Kevin, you are such a naive young innocent. I read the story as a familiar example of common bigotry at all ages — my daughter experienced the same general phenomenon in elementary school, in junior high, and high school. Being an atheist makes you a witch who is going to hell; the fact that she was also active in promoting gay rights made her a lesbian who was going to hell.

At least Skatje‘s story has a happy ending, in that she escaped from the school and is now enrolled at college, a much more tolerant place. The other story also seems to have a fairly happy ending, in that the Madison County School District of Huntsville, Alabama deserves recognition for responding quickly and appropriately to shut down the taunting junior league bigots.

Comments

  1. Chinchillazilla says

    I haven’t told anyone, really. Well, my close friends know I’m agnostic, and in US History I poke fun at religion a lot (teacher knows I’m an atheist and he finds my jokes amusing, which is encouraging), but I don’t need the stress that would come of telling people about it.

  2. TAW says

    Wow. So far I haven’t had very bad reactions when I tell people I’m an atheist. A friend tried to give me a bible once in 7th grade and I refused. In 10th grade or so, when I finally decided to call myself an atheist (before then I was agnostic), a Muslim girl looked at me like I was crazy at first, but she tried to be nice. Then my friends in 12th grade looked somewhat surprised at first, but they didn’t care much (heh. what friend right? they don’t mind if i go to hell. lol!). Same in college. Roommates were a bit shocked at first (I actually told them I’d sell my soul because I don’t believe in souls lol). I later “came out” to a whole classroom by stating that religion was the biggest problem in society (and stated my reasons), but the only response I got was an angry “but religion is the cause of a lot of good too”.

    I wish I had decided to be an atheist earlier on, and been more vocal earlier.

  3. says

    TAW wrote:
    “A friend tried to give me a bible once in 7th grade and I refused.”
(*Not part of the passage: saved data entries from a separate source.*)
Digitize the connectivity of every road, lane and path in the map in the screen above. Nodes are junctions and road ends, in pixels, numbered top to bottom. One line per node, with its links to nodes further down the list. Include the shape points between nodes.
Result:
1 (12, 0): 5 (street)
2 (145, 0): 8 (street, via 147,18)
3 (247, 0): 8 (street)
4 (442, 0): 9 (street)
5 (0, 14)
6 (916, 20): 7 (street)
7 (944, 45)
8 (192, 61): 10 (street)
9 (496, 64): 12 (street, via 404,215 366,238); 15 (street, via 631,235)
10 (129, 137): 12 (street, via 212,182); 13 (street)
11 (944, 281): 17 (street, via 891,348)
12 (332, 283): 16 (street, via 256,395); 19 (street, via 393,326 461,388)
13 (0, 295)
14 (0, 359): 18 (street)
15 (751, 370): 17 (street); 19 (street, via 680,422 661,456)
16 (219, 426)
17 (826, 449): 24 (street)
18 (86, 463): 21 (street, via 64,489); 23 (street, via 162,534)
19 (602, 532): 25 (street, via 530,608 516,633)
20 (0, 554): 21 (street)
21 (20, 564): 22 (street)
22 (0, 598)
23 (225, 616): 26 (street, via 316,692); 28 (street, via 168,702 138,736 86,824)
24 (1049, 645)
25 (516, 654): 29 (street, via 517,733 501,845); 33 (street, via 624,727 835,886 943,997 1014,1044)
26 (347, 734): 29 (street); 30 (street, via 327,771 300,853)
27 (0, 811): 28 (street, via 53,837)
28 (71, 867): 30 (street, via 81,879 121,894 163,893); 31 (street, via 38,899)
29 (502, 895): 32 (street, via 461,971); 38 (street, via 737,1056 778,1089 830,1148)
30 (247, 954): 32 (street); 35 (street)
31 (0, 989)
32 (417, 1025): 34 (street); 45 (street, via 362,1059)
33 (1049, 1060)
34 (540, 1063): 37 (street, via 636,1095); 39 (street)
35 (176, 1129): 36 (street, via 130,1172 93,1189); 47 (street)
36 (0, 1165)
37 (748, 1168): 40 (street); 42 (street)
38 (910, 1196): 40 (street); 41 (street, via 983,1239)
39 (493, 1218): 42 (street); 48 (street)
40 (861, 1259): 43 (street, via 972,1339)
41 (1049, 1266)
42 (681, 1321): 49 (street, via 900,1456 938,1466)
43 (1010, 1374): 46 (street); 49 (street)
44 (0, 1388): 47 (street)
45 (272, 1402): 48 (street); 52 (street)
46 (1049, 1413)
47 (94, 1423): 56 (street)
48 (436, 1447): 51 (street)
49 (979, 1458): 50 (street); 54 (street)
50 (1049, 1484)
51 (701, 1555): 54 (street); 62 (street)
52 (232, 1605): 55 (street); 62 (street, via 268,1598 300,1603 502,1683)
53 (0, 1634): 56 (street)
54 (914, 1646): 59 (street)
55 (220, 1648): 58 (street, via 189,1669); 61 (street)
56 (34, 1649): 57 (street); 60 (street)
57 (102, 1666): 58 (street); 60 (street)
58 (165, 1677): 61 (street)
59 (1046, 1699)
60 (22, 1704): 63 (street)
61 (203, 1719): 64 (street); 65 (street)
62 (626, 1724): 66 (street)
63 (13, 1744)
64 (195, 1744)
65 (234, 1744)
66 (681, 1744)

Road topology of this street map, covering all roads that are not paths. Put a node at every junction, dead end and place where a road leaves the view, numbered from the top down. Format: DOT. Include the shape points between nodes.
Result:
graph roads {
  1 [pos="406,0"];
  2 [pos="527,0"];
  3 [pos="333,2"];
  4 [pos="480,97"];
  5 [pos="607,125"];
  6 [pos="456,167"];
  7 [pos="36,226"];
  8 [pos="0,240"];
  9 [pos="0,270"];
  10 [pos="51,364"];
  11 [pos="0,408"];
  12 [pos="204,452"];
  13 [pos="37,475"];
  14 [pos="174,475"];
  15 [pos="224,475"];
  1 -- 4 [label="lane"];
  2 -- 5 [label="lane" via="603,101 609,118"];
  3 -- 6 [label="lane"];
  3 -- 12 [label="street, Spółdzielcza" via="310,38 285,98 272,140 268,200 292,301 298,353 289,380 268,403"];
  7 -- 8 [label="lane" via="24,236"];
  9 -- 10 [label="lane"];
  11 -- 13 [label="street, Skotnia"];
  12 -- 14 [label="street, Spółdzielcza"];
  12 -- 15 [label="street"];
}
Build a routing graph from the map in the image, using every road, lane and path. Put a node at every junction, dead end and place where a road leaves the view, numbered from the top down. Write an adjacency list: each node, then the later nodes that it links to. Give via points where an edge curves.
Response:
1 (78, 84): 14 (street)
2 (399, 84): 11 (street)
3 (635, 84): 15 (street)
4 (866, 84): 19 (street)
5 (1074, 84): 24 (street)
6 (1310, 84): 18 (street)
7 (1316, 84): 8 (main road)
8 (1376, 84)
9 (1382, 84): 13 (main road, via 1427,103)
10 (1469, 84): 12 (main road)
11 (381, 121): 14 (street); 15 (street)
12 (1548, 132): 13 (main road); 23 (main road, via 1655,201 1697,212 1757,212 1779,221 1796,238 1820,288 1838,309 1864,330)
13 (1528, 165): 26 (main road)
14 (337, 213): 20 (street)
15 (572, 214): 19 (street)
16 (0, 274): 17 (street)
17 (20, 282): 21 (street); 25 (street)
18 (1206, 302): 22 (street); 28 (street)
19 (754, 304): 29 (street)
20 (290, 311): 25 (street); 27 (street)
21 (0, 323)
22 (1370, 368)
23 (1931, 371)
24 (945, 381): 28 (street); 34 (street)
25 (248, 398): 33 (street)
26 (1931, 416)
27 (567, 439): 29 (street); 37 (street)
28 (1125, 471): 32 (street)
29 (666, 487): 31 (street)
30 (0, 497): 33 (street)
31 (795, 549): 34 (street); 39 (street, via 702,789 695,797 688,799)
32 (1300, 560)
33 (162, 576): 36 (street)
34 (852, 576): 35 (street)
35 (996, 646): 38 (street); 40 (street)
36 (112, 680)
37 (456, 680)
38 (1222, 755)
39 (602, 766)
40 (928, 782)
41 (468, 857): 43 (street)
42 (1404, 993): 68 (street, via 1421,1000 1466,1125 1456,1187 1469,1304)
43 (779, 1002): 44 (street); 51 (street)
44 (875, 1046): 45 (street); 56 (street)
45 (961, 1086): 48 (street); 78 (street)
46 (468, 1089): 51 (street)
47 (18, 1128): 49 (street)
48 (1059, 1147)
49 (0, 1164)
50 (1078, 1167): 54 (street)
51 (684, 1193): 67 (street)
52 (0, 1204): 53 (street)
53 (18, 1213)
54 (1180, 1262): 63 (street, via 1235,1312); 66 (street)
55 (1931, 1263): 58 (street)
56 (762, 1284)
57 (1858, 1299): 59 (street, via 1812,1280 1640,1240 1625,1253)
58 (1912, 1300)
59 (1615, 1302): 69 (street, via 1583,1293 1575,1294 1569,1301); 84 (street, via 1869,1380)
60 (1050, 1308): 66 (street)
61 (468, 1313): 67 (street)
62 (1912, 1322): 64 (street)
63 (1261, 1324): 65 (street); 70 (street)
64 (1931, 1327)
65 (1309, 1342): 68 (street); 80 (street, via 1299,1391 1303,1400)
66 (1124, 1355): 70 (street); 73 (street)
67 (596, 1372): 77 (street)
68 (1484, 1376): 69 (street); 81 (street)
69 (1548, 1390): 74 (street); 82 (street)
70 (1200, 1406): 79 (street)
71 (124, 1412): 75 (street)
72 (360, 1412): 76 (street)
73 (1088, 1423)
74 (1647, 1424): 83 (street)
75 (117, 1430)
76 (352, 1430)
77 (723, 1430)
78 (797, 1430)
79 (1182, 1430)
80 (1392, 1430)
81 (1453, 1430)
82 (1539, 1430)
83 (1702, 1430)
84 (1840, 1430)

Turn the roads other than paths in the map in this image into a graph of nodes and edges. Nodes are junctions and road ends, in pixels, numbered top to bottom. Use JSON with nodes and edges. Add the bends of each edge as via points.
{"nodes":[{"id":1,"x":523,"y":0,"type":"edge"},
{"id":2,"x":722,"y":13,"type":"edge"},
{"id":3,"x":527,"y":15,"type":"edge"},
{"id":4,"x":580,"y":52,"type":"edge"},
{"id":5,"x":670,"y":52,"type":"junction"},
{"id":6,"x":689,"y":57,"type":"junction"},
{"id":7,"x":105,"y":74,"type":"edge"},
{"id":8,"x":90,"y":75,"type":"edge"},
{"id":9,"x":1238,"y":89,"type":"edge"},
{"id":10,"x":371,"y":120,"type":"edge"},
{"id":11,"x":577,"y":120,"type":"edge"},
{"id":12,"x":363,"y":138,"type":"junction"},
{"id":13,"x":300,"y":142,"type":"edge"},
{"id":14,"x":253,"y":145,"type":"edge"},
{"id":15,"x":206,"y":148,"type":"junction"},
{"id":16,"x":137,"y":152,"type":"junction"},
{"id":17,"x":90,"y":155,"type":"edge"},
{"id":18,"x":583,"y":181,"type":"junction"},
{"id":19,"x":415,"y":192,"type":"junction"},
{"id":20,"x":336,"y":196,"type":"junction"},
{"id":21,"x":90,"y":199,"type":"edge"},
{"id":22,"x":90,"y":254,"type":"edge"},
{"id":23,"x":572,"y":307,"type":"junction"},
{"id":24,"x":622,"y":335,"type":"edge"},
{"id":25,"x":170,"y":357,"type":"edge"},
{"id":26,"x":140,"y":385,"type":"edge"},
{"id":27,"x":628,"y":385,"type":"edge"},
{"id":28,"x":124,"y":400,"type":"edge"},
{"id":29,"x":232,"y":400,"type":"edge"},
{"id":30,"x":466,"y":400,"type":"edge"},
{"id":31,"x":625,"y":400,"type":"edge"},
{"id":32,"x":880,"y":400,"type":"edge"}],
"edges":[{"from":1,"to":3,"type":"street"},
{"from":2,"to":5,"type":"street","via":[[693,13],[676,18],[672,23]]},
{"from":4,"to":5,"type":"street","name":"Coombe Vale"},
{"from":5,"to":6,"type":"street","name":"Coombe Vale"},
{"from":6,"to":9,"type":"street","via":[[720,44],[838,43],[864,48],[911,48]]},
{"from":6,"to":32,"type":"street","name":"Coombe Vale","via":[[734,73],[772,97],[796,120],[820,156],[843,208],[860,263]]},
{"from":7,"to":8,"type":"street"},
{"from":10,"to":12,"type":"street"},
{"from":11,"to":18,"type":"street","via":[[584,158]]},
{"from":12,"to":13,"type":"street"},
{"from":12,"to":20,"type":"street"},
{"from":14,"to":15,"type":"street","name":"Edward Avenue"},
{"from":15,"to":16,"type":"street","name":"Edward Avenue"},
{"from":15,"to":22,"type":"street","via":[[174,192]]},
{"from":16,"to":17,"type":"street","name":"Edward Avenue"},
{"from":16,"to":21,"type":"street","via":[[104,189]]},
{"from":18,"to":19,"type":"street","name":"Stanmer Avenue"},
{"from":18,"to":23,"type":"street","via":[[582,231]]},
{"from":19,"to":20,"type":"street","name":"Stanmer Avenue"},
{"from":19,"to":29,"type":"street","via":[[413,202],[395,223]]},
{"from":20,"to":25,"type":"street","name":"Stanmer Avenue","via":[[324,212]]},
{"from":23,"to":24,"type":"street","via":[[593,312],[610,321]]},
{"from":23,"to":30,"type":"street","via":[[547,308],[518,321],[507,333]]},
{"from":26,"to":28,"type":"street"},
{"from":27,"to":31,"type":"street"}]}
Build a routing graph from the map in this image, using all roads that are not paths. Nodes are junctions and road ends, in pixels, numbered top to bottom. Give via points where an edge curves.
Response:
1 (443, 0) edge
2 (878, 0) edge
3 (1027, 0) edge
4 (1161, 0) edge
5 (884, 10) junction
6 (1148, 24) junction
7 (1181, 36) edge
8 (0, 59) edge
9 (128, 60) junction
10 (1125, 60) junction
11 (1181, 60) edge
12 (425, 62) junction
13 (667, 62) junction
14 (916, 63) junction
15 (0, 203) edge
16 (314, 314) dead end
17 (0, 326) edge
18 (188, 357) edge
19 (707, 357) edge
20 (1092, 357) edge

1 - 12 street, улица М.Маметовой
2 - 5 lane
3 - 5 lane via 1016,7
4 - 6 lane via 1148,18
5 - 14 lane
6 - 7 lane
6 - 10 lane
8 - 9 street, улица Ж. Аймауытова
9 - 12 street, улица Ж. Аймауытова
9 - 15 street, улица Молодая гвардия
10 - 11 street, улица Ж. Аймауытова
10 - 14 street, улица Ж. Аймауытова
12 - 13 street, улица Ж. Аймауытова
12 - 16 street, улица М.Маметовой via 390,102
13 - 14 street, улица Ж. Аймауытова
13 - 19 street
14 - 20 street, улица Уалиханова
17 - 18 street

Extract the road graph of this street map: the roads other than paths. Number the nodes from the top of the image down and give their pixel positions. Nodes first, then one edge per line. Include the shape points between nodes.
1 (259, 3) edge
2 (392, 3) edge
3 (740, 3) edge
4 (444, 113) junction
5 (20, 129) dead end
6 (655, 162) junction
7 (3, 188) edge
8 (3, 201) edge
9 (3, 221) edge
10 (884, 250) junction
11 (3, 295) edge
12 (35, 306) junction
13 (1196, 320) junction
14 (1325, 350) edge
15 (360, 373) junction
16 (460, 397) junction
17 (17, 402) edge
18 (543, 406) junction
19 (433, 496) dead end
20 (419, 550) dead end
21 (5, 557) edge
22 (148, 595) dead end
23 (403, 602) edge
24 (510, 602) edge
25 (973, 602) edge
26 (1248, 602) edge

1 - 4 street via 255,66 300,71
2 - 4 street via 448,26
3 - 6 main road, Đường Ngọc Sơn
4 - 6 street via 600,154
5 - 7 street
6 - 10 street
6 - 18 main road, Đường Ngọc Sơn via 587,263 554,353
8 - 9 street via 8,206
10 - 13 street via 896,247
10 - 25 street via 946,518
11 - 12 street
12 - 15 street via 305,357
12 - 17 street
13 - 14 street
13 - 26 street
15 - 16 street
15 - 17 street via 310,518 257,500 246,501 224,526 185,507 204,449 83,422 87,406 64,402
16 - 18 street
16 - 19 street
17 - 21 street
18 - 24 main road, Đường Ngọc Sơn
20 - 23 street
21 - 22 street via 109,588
    I got my way paid into a showing of “The Exorcist” by another kid in high school. He thought it would convince me. It wasn’t the kind of movie he was expecting though. I also got a free copy of C.S. Lewis’ “Mere Christianity.”

  4. AlanW says

    Well, I say take the bible. read it. You’ll find most xians haven’t actually gone that far (at least that’s been my experience). KNow your enemy. Be the devil that quotes scripture. I really can’t see anyone actually reading that bloody book and not coming away echoing Randolph Churchill’s “God, isn’t god a shit” Sure you can cherry pick the meek shall inherit the earth, and thegolden rule, but for the most part it’s torture, kill, stone, rape, more kill, and lots of ignorance and intolerance.
    I read the whole thing age 11, and that was the end of my catholic indoctrination. That’s why the priests were so dead set against translating the bible out of Latin in the first place…if the marks can’t actually read or understand the damn thing, the priests can simply tell them what it says, and change it at will to suit their purpose. Really, that’s all pat robertson et al are doing nowadays is setting themselves up as the interpreters of the holy word, that their flock of sheep (that’s no accident either) are just too lazy to read for themselves. So, yes. take the thing. then give it back after you’ve highlighted the vindictive barbarism that fills deuteronomy and leviticus, the parts about keeping slaves, stoning brides, plundering cities, and ask them why they worship such a shit.

  5. G. Tingey says

    Or, even worse, try reading “the recital” – the “holy” book of the religion that most revealingly, calls itself: submission.

    Agrrrr ….

  6. John C. Randolph says

    The only time I can remember any kid in school taking exception to my atheism would have been around third grade or so, and I just stood my ground and challenged the proselytizer to prove his claims. I was slightly higher in the elementary school pecking order than he was, so he dropped it by the end of that day.

    -jcr

  7. D. C. Pfeifer says

    I’ve also got a story to share, if you don’t mind.

    I am from Germany and we’ve got quite a different education system than the US. For secondary education children are grouped according to achievement, thus there are three different paths one may attend. These paths are “Hauptschule” (which is the lowest), “Realschule” and “Gymnasium” (which is the highest). My friends and I were all on the Gymnasium. But unfortunately we had to attend a “Gesamtschule” up to grade 10, where all three paths are located at the same school building.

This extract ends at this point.